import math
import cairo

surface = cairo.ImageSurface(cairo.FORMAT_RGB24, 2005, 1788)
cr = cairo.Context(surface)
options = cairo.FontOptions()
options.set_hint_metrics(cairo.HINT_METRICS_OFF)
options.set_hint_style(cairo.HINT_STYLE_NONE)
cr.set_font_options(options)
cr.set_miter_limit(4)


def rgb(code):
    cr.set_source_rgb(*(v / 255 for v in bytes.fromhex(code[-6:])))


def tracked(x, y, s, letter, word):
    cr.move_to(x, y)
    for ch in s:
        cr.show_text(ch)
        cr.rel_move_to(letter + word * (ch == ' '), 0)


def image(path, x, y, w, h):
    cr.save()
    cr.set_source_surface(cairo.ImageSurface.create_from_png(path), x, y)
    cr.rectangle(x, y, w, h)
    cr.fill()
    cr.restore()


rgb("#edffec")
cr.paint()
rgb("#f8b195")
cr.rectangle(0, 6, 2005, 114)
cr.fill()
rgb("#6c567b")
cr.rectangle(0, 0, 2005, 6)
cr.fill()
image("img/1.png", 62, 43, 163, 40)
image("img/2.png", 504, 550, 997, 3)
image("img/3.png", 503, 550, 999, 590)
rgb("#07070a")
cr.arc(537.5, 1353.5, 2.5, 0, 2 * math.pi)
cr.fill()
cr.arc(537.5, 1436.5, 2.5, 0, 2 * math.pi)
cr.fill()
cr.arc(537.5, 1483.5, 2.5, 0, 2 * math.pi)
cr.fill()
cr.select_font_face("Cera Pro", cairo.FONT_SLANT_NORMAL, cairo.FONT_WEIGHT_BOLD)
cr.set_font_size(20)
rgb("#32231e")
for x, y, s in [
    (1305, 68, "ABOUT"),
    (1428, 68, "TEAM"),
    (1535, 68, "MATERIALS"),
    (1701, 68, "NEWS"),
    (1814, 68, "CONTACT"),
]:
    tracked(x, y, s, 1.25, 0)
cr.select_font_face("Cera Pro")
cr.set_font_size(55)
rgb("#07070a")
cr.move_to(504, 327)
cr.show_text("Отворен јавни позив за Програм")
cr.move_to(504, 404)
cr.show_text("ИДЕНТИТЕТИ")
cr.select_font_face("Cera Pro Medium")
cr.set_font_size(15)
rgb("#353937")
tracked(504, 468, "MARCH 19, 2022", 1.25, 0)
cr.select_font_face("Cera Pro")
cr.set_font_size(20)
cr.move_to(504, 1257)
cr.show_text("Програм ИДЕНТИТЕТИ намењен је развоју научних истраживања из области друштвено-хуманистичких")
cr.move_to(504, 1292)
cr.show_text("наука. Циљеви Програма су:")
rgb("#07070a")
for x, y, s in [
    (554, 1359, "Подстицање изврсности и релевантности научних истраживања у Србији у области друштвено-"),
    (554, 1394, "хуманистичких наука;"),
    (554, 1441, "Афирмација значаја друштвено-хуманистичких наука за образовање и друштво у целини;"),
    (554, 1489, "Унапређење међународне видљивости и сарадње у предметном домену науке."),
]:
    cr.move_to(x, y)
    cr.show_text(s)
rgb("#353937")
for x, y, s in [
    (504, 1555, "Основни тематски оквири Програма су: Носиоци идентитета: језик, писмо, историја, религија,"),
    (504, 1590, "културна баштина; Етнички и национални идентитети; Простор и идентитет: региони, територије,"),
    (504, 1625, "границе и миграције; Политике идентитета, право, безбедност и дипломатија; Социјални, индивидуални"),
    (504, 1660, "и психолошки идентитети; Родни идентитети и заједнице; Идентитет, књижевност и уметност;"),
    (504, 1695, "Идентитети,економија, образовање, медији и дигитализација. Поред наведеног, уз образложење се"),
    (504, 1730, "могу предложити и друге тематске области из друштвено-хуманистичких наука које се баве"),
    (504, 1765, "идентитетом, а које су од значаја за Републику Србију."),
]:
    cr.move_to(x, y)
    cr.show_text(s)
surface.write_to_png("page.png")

:: What to do ::
In your reply, restate exactly the lines from the start of the records above through the line holding "cr.restore()", including both, and nothing else.

:: Task result ::
import math
import cairo

surface = cairo.ImageSurface(cairo.FORMAT_RGB24, 2005, 1788)
cr = cairo.Context(surface)
options = cairo.FontOptions()
options.set_hint_metrics(cairo.HINT_METRICS_OFF)
options.set_hint_style(cairo.HINT_STYLE_NONE)
cr.set_font_options(options)
cr.set_miter_limit(4)


def rgb(code):
    cr.set_source_rgb(*(v / 255 for v in bytes.fromhex(code[-6:])))


def tracked(x, y, s, letter, word):
    cr.move_to(x, y)
    for ch in s:
        cr.show_text(ch)
        cr.rel_move_to(letter + word * (ch == ' '), 0)


def image(path, x, y, w, h):
    cr.save()
    cr.set_source_surface(cairo.ImageSurface.create_from_png(path), x, y)
    cr.rectangle(x, y, w, h)
    cr.fill()
    cr.restore()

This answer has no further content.